Collected data
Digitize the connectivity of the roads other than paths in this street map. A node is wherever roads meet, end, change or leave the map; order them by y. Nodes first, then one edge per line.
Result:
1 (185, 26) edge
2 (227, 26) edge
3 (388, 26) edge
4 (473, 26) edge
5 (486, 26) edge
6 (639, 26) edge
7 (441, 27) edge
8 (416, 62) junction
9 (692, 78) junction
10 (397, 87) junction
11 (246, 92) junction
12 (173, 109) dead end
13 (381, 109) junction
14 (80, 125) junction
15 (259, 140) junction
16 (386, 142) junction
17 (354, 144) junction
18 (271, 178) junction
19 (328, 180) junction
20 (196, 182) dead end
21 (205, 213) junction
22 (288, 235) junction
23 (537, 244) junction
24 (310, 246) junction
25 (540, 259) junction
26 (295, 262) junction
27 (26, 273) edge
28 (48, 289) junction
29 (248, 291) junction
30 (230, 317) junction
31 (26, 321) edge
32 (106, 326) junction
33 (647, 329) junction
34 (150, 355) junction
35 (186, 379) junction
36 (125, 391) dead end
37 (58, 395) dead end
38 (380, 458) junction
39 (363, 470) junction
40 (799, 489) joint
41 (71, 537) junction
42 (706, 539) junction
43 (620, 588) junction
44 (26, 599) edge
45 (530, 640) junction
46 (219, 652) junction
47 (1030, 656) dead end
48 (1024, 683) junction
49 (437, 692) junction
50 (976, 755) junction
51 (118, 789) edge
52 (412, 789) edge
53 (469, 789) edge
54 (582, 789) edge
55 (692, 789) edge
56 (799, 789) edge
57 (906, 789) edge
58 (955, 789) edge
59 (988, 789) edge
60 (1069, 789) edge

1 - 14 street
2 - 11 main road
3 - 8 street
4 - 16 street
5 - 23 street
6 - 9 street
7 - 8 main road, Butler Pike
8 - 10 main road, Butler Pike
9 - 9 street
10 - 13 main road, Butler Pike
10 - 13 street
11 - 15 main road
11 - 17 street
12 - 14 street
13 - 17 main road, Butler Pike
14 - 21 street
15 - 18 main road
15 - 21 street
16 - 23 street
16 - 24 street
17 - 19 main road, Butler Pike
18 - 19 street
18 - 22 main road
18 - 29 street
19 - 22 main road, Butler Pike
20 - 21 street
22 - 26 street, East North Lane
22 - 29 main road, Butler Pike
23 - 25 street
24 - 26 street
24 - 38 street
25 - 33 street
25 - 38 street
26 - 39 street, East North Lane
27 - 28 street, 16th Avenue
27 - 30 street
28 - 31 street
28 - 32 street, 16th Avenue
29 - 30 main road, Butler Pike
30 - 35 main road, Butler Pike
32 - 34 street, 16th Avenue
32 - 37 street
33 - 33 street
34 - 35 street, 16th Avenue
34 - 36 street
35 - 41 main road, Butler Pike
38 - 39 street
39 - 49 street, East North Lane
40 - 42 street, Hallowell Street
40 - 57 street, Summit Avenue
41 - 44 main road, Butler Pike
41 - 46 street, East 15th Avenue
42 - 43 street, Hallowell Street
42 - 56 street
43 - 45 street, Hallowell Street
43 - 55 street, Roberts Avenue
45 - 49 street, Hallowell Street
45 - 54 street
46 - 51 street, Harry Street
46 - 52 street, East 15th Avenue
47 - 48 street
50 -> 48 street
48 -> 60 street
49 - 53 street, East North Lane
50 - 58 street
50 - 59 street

==

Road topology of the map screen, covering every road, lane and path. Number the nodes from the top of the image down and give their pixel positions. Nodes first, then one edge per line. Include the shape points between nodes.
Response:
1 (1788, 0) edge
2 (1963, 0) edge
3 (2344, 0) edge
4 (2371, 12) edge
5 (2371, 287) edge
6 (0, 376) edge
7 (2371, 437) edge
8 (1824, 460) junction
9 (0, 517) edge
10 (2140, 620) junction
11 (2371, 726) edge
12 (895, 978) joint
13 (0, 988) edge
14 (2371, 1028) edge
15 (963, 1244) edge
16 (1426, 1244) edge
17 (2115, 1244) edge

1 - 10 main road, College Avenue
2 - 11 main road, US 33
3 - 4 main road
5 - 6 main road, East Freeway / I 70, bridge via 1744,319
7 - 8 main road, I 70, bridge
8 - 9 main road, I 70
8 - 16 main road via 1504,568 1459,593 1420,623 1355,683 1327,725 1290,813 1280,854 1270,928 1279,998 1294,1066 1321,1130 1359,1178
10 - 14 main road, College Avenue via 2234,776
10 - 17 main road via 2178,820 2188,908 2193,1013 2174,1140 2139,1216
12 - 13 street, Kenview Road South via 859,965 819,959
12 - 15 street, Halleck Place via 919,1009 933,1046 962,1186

- Goal of the exercise
Find each line in the records that includes the word "first". Report the total and nothing more.

- Written solution
2